MICHELLE: Because after that labor, it was just so awful. But, um, yeah. So I guess really that was kind of the first inkling in my mind about… You know, of course it was not in any way, like, oh, I'm going to be a surrogate, but that was like, kind of the first like flash of like, oh, we could do this.

Eventually fast forward to like another holiday we were there. And I remember it was in Provence. We were in France and we were, it was just, it was very rare that Ashley and I had time to kind of sneak away ourselves, but it was a time, um, where we did.

And, um… like we'd had a few glasses of wine and I remember being like, “I'll have your baby, I can’t take it anymore!” you know? [LAUGHTER] She's like, no, no, you know. And, um, but then it was like, I was like, no, I mean, I really mean it, you know? And so that was kind of the first real conversation we had about, like, I might actually do this for you, you know?
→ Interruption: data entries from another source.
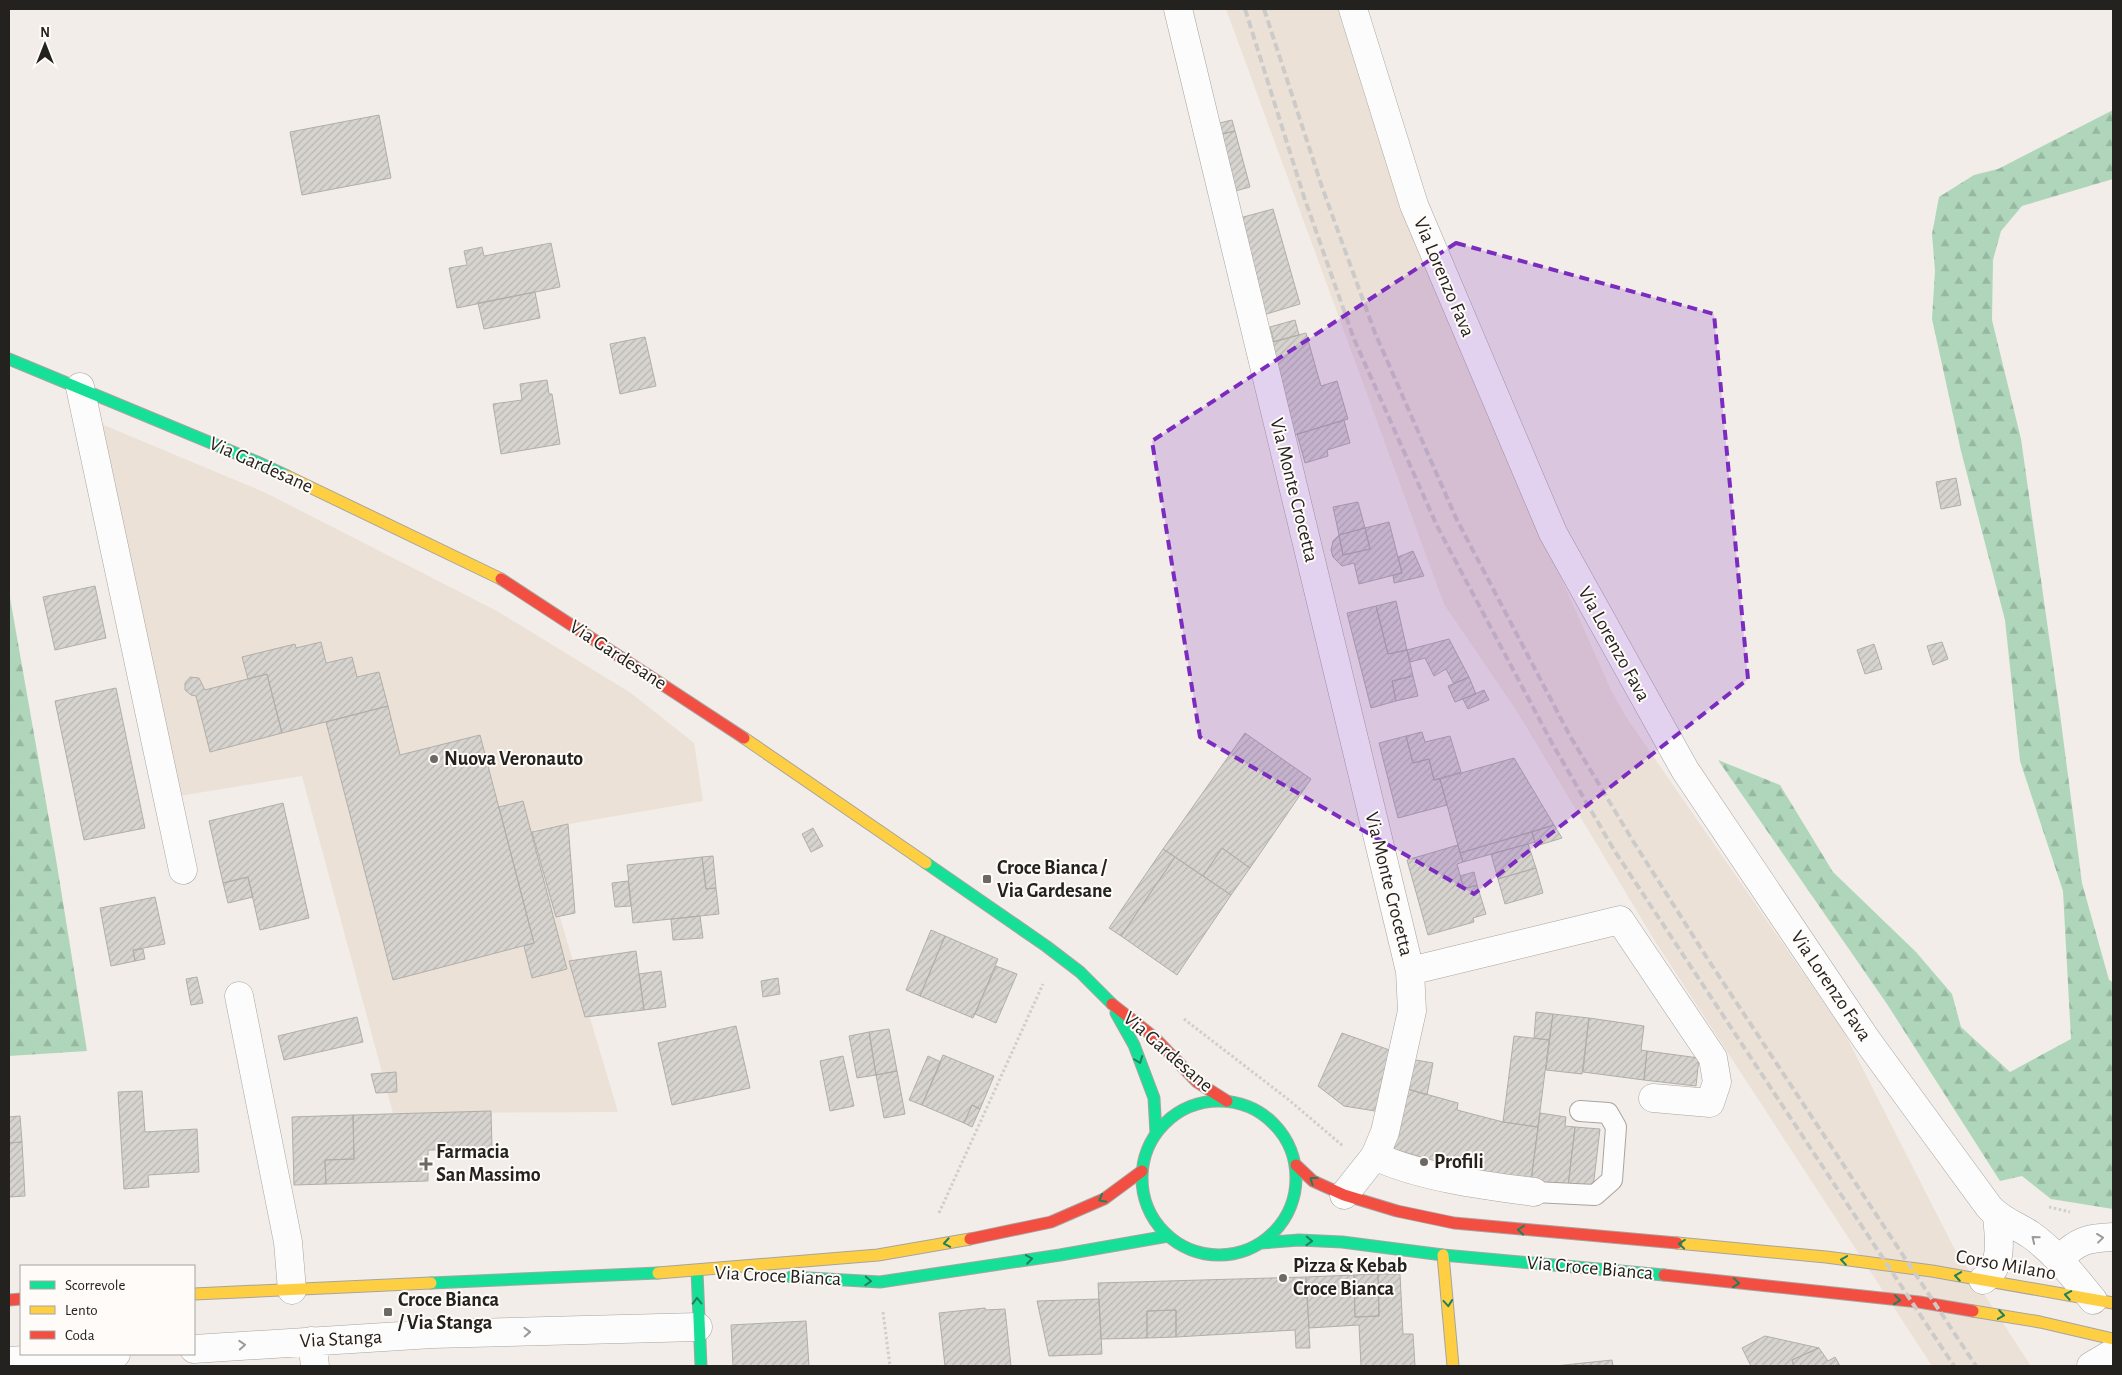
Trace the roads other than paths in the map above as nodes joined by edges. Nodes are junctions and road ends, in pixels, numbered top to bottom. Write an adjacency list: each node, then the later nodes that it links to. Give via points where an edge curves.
1 (1178, 9): 6 (street, Via Monte Crocetta)
2 (1352, 9): 18 (street, Via Lorenzo Fava, via 1414,205 1553,533 1685,770 1866,1039)
3 (9, 359): 4 (main road, Via Gardesane)
4 (80, 387): 5 (street); 8 (main road, Via Gardesane, via 257,462 494,575 722,722 942,873 1080,972)
5 (182, 870)
6 (1410, 971): 9 (street, Via Monte Crocetta, via 1620,920 1713,1058 1717,1082 1710,1103); 13 (street, Via Monte Crocetta, via 1412,1011 1385,1132)
7 (239, 996): 27 (street, via 288,1242)
8 (1109, 1001): 10 (main road, Via Gardesane, via 1154,1037 1197,1082); 12 (main road, Via Gardesane, one-way to 12, via 1134,1045 1154,1098)
9 (1653, 1098)
10 (1227, 1101): 12 (main road, Via Croce Bianca, via 1187,1108); 14 (main road, Via Croce Bianca, via 1265,1115 1280,1129)
11 (1580, 1111): 16 (lane, via 1608,1113 1616,1128 1612,1180 1595,1194)
12 (1156, 1134): 15 (main road, Via Croce Bianca)
13 (1362, 1153): 16 (street, via 1394,1165 1484,1185); 17 (street, Via Monte Crocetta)
14 (1296, 1165): 17 (main road, Via Croce Bianca, one-way to 14, via 1313,1181); 21 (main road, Via Croce Bianca, via 1295,1195 1283,1223)
15 (1142, 1171): 19 (main road, Via Croce Bianca, via 1148,1207); 25 (main road, Via Croce Bianca, one-way to 25, via 1104,1199 1051,1222 999,1234 878,1255)
16 (1534, 1192)
17 (1344, 1194): 24 (main road, Via Croce Bianca, one-way to 17, via 1826,1257 1454,1223 1397,1211)
18 (1997, 1216): 23 (street, Via Lorenzo Fava, one-way to 18, via 2031,1235); 26 (street, Via Lorenzo Fava, via 1998,1262 1992,1274)
19 (1168, 1236): 21 (main road, Via Croce Bianca, via 1197,1252 1214,1255 1246,1250); 25 (main road, Via Croce Bianca, one-way to 19, via 880,1282)
20 (2113, 1237): 23 (street, one-way to 20, via 2074,1244)
21 (1261, 1243): 22 (main road, Via Croce Bianca, one-way to 22, via 1299,1240 1342,1242)
22 (1443, 1255): 31 (main road, Via Croce Bianca, one-way to 31, via 1919,1302 2040,1322); 38 (main road, one-way to 38)
23 (2059, 1259): 29 (street, Via Lorenzo Fava)
24 (1892, 1266): 26 (main road, Corso Milano, one-way to 24)
25 (697, 1271): 27 (main road); 30 (main road, one-way to 25)
26 (1983, 1280): 29 (main road, Corso Milano, one-way to 26)
27 (292, 1290): 28 (main road)
28 (195, 1294)
29 (2103, 1301)
30 (698, 1327): 34 (street, Via Stanga, one-way to 30, via 432,1334); 37 (main road)
31 (2113, 1339)
32 (195, 1349): 34 (street, Via Stanga, one-way to 34)
33 (2113, 1353): 39 (street)
34 (314, 1354)
35 (101, 1355): 36 (street)
36 (9, 1361)
37 (701, 1366)
38 (1453, 1366)
39 (2092, 1366)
DALIA: Yeah. It’s so interesting to hear you talk. Cause I feel like it parallels the situation I'm in, even though it's totally different circumstances for both people, but yeah, it was definitely having my own child that then prompted me to, even though I was like, simultaneously, like I never want to do this again.

MICHELLE: [LAUGHTER] Yeah!

DALIA: Like I know, but I can't, like, I can't be next to a person who I'm really close to and for them not to have the same thing. 

MICHELLE: Exactly. Cause it is, it's like, you can't put into words what it is like, parenthood, until you are actually a parent, you know? And so yeah, it's, it's, you know… it's gut wrenching, especially if it's somebody you really deeply care about.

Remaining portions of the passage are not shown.